Are there no closing gambits? Anyway, in today's Guardian, Simon Jenkins laments the death of the conversation, "particularly the thesis, antithesis, synthesis of Socratic dialogue", which he claims has been banished by the mobile phone. I don't recall much Socratic dialogue in the pre-mobile-phone speech of my late grandmother and aunts, whose "“Well, she says to me, she says, eee, and I says to her I says, by ‘eck, and she says to me, she says, you never, and I says to her I says….” was not so different in substance from the "“I’m like “duh?”, and she’s like “hello?”, and I’m like “puhlease”' of today's teenagers. Nevertheless, readers of New English Review -- lonely old codgers to a man -- may find the following rules useful should we ever tear ourselves away from our computers, wash under our codgery armpits and go and meet a real person:
How to open a good conversation:
1) Immediately show an interest in the other person.

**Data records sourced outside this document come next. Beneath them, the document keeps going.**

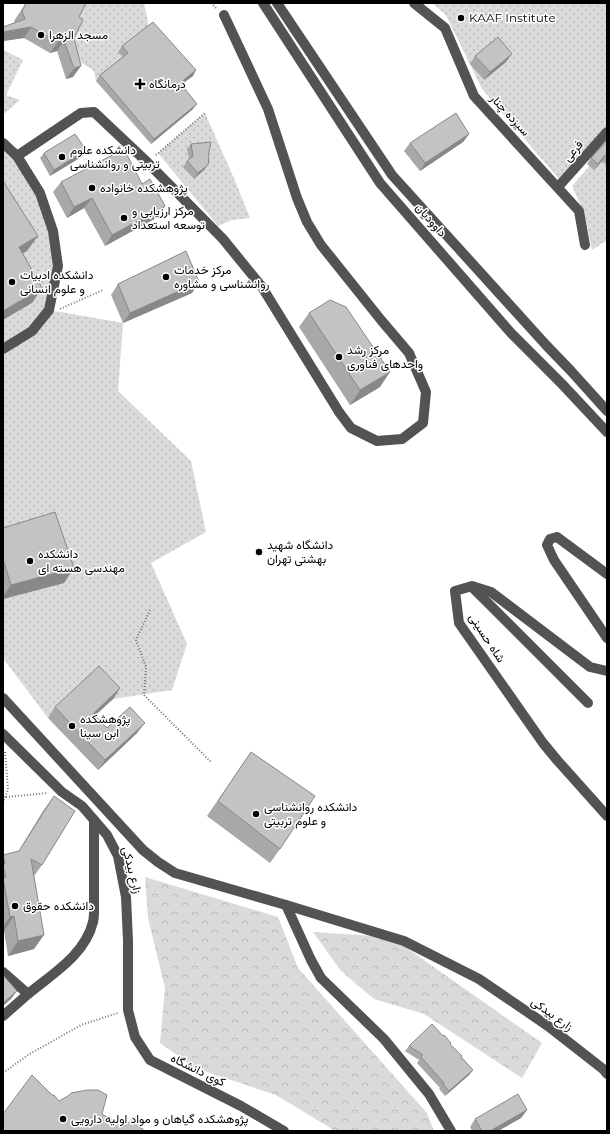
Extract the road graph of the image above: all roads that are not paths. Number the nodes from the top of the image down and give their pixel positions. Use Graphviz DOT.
graph roads {
  1 [pos="263,3"];
  2 [pos="277,3"];
  3 [pos="414,3"];
  4 [pos="224,15"];
  5 [pos="607,132"];
  6 [pos="3,143"];
  7 [pos="17,156"];
  8 [pos="558,187"];
  9 [pos="585,245"];
  10 [pos="482,275"];
  11 [pos="474,290"];
  12 [pos="3,349"];
  13 [pos="607,411"];
  14 [pos="607,432"];
  15 [pos="607,574"];
  16 [pos="472,586"];
  17 [pos="607,638"];
  18 [pos="607,671"];
  19 [pos="3,698"];
  20 [pos="588,703"];
  21 [pos="3,734"];
  22 [pos="607,816"];
  23 [pos="94,820"];
  24 [pos="286,905"];
  25 [pos="3,972"];
  26 [pos="28,994"];
  27 [pos="128,1010"];
  28 [pos="3,1016"];
  29 [pos="607,1074"];
  30 [pos="284,1131"];
  31 [pos="451,1131"];
  1 -- 11 [label="street, داوودیان"];
  2 -- 10 [label="street, داوودیان"];
  3 -- 8 [label="street, سیزده چنار"];
  4 -- 7 [label="street"];
  5 -- 8 [label="street, فرعی"];
  6 -- 7 [label="street"];
  7 -- 12 [label="street"];
  8 -- 9 [label="street, سیزده چنار"];
  10 -- 11 [label="street"];
  10 -- 13 [label="street, داوودیان"];
  11 -- 14 [label="street, داوودیان"];
  15 -- 17 [label="street"];
  16 -- 18 [label="street"];
  16 -- 20 [label="street"];
  16 -- 22 [label="street, شاه حسینی"];
  19 -- 24 [label="street, زارع بیدکی"];
  21 -- 23 [label="street, زارع بیدکی"];
  23 -- 26 [label="street"];
  23 -- 27 [label="street, زارع بیدکی"];
  24 -- 29 [label="street, زارع بیدکی"];
  24 -- 31 [label="street"];
  25 -- 26 [label="street"];
  26 -- 28 [label="street"];
  27 -- 30 [label="street, کوی دانشگاه"];
}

2) Try to extract an opinion of some sort, and reasons for it. Never disagree with it openly, but try to construct a dialogue based on it.

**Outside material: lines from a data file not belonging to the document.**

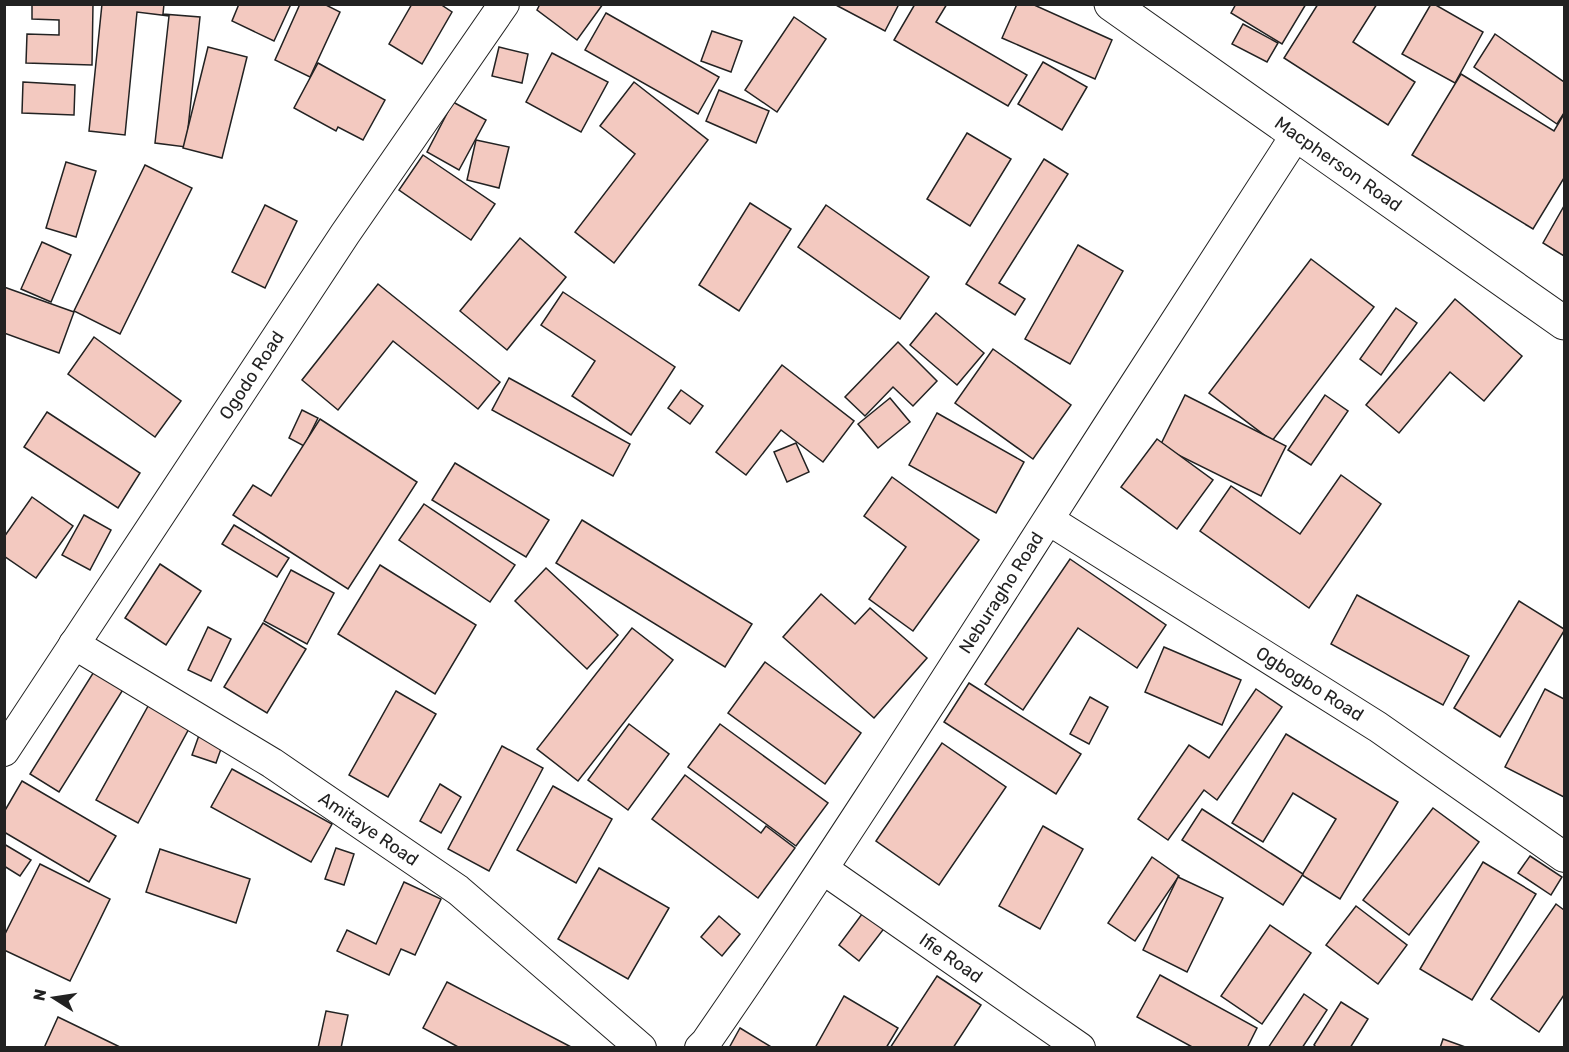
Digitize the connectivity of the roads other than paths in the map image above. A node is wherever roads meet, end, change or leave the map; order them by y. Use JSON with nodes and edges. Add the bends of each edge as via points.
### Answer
{"nodes":[{"id":1,"x":504,"y":4,"type":"edge"},
{"id":2,"x":1111,"y":4,"type":"edge"},
{"id":3,"x":1296,"y":135,"type":"junction"},
{"id":4,"x":1564,"y":323,"type":"edge"},
{"id":5,"x":1049,"y":519,"type":"junction"},
{"id":6,"x":74,"y":644,"type":"junction"},
{"id":7,"x":4,"y":751,"type":"edge"},
{"id":8,"x":1564,"y":857,"type":"edge"},
{"id":9,"x":823,"y":869,"type":"junction"},
{"id":10,"x":641,"y":1047,"type":"edge"},
{"id":11,"x":700,"y":1047,"type":"edge"},
{"id":12,"x":1080,"y":1047,"type":"edge"}],
"edges":[{"from":1,"to":6,"type":"street","name":"Ogodo Road","via":[[345,234]]},
{"from":2,"to":3,"type":"street","name":"Macpherson Road"},
{"from":3,"to":4,"type":"street","name":"Macpherson Road"},
{"from":3,"to":5,"type":"street","name":"Neburagho Road"},
{"from":5,"to":8,"type":"street","name":"Ogbogbo Road","via":[[1378,727]]},
{"from":5,"to":9,"type":"street","name":"Neburagho Road"},
{"from":6,"to":7,"type":"street","name":"Ogodo Road"},
{"from":6,"to":10,"type":"street","name":"Amitaye Road","via":[[272,763],[458,890]]},
{"from":9,"to":11,"type":"street","name":"Neburagho Road"},
{"from":9,"to":12,"type":"street","name":"Ifie Road"}]}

3) Never ask intimate questions, unless invited to do so.
4) Always be the one to change the subject if the going gets rough.
5) Try to leave the conversation in good repair should it be interrupted.
Five of the worst conversational openings:
1) You must be very busy these days.
2) Do you live round here?
3) Do you have any children?
4) Will it never stop raining?*
5) Gosh, this party is boring.
*Write on one side of the paper only.